**GOAL OF THE EXERCISE**.
Within the listing below, how many lines feature the word "down"? Reply with only that number.

**RECORDS SUPPLIED**.
-------------------------
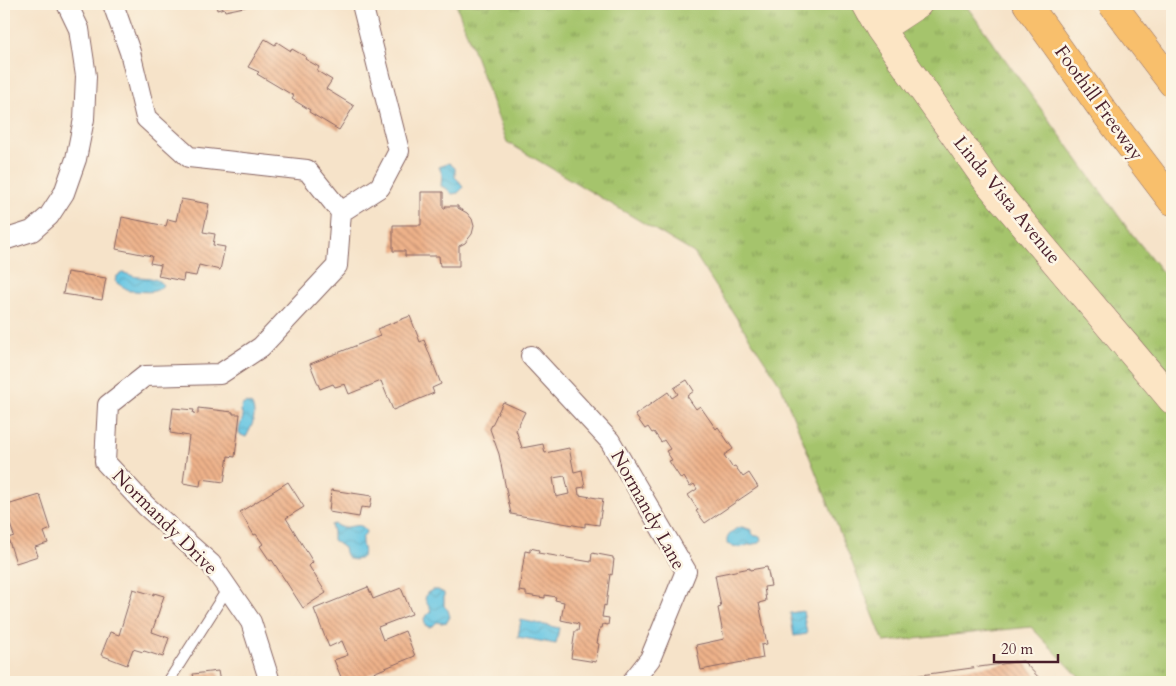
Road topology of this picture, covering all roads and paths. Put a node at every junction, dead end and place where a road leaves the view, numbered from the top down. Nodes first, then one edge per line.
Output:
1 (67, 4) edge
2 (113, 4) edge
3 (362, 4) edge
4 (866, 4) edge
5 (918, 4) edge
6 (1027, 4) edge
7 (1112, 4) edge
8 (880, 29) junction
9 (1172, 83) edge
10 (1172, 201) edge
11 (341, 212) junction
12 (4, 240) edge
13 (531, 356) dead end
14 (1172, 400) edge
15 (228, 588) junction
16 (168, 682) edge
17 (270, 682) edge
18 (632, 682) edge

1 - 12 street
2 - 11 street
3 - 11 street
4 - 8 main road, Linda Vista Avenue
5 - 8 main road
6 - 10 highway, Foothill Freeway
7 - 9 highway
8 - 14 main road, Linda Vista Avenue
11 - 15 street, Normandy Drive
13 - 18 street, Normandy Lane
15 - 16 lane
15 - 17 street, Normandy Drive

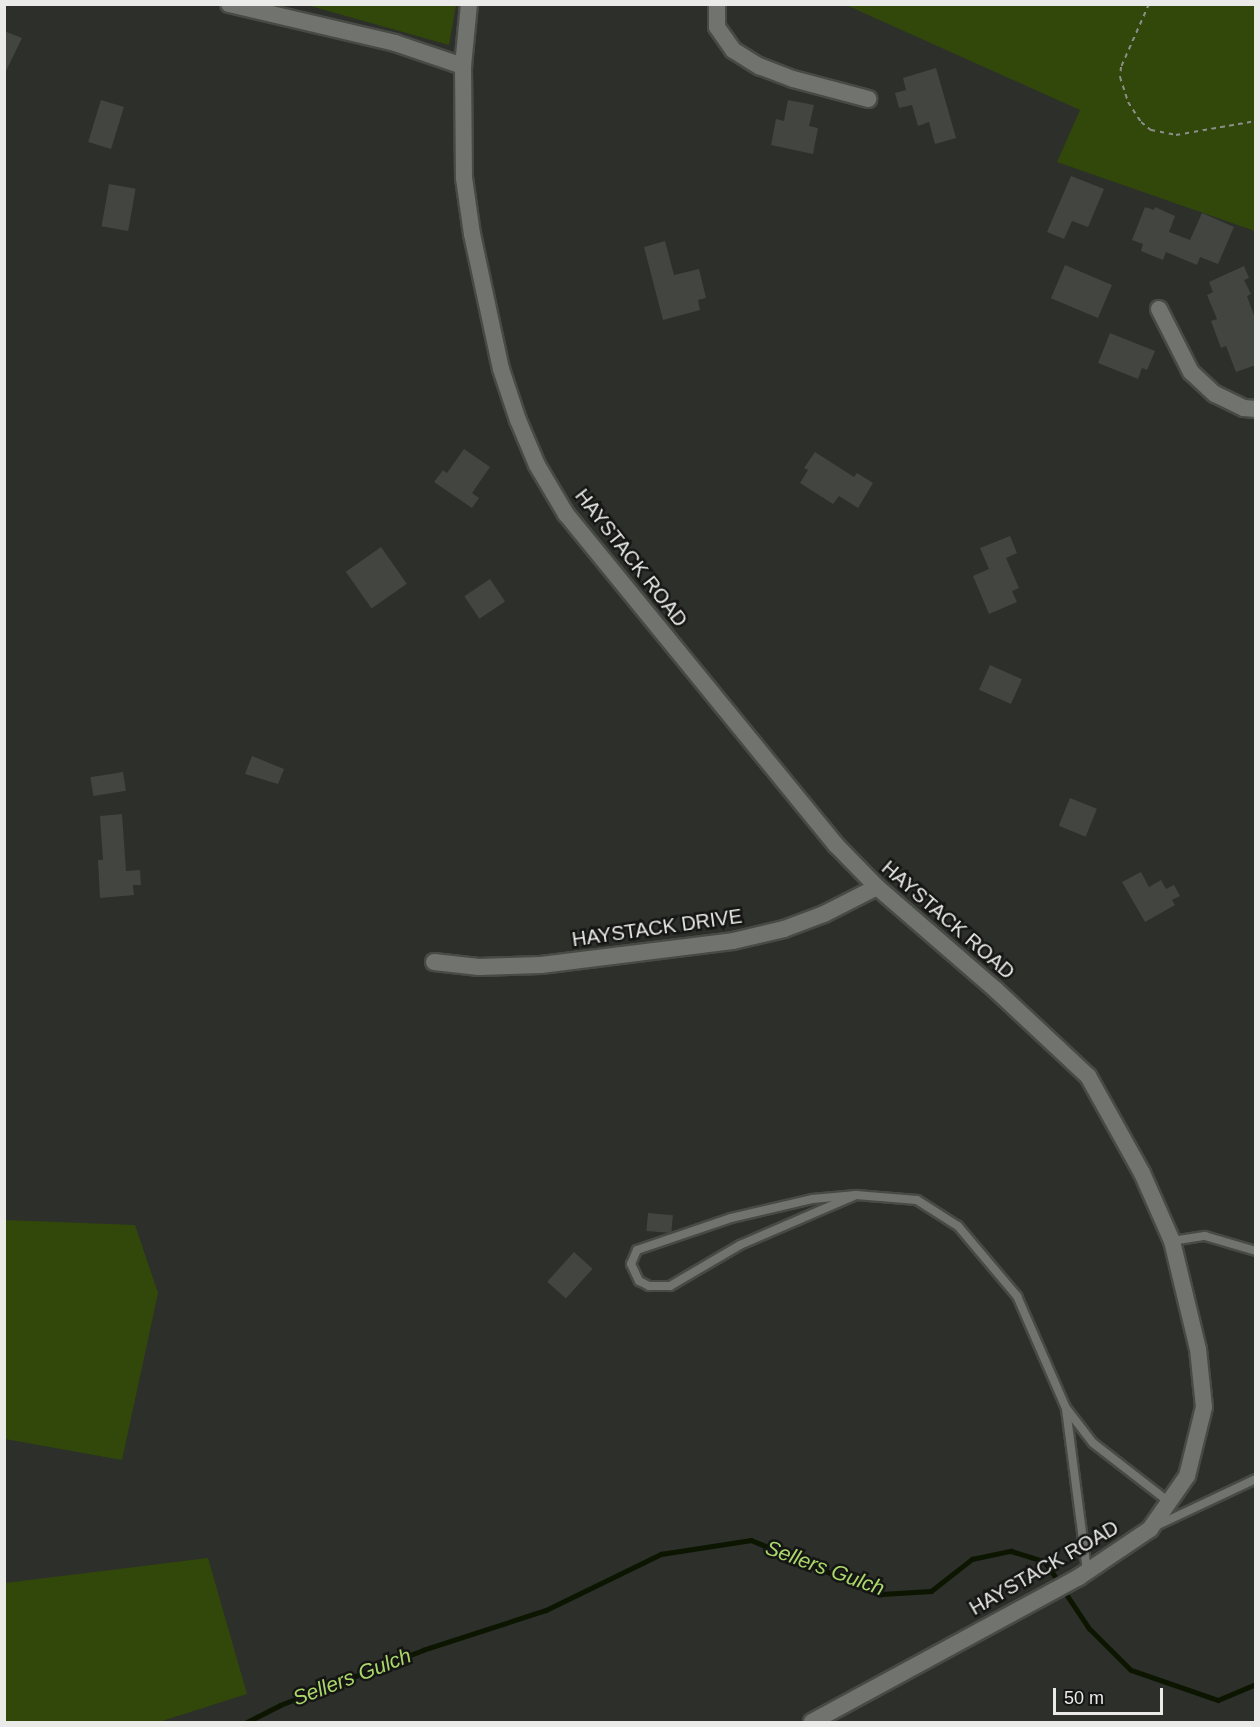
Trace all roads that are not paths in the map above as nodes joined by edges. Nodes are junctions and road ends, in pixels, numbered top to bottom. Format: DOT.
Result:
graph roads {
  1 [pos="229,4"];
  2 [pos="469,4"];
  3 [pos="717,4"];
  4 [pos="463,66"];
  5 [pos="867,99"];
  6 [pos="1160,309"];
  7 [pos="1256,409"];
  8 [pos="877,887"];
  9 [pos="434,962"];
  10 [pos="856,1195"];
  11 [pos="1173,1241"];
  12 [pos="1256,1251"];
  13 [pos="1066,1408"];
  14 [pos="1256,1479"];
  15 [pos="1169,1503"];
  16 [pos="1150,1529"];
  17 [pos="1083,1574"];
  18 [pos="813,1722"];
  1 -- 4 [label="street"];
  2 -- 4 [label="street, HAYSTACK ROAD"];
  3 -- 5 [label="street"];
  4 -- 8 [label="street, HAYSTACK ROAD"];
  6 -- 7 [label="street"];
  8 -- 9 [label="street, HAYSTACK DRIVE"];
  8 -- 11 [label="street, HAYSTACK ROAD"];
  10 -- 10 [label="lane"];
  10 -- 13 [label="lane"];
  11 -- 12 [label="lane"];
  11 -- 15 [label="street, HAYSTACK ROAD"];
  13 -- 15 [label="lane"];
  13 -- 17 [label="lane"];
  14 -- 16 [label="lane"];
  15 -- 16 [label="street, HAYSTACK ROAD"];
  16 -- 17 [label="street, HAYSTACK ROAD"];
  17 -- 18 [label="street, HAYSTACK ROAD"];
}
-------------------------
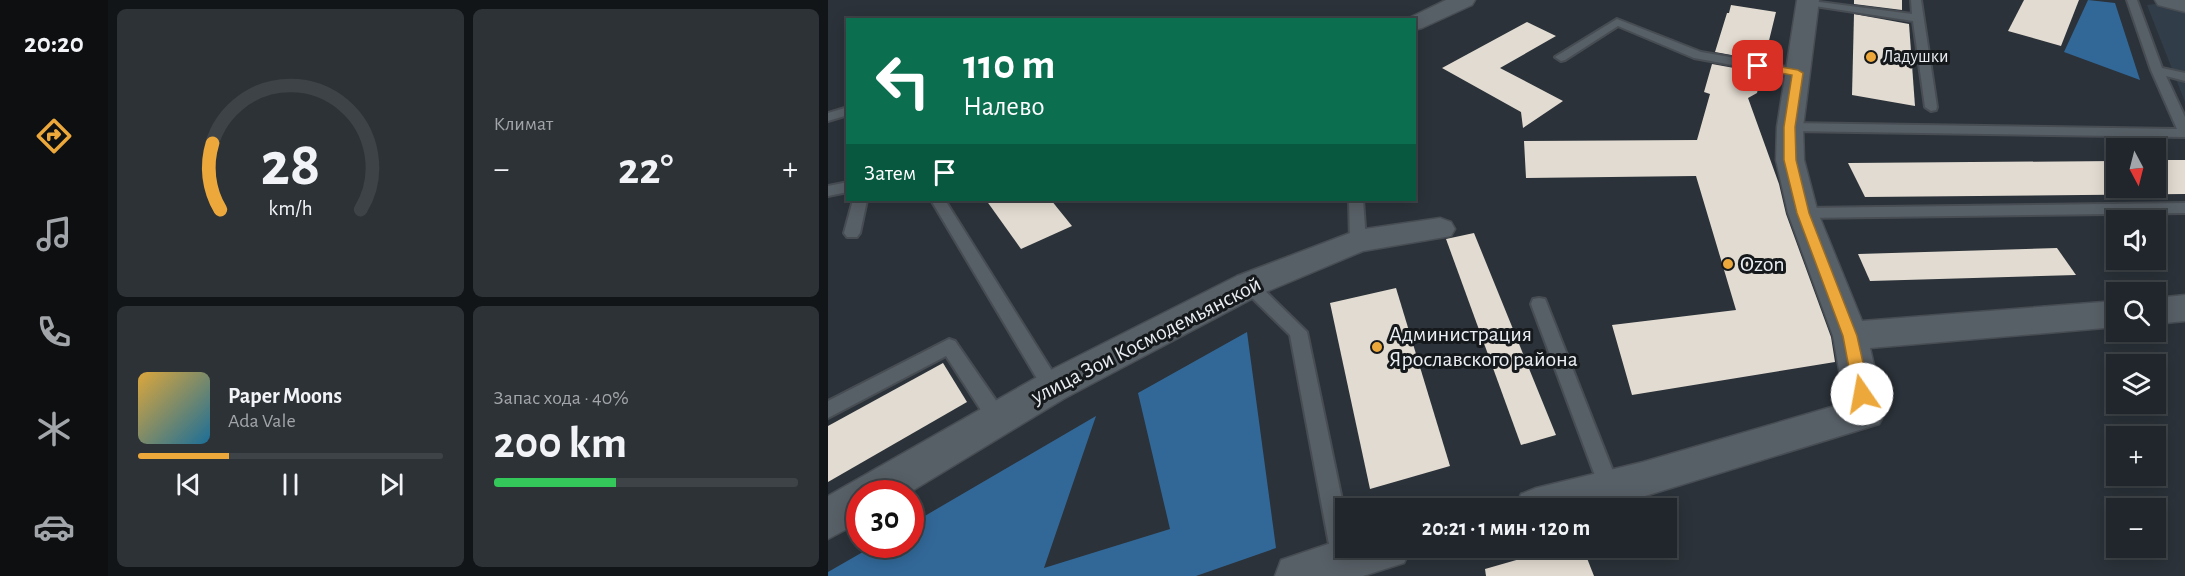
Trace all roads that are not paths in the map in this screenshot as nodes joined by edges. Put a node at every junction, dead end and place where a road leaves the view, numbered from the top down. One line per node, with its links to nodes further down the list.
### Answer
-------------------------
**ANSWER BOX**.
2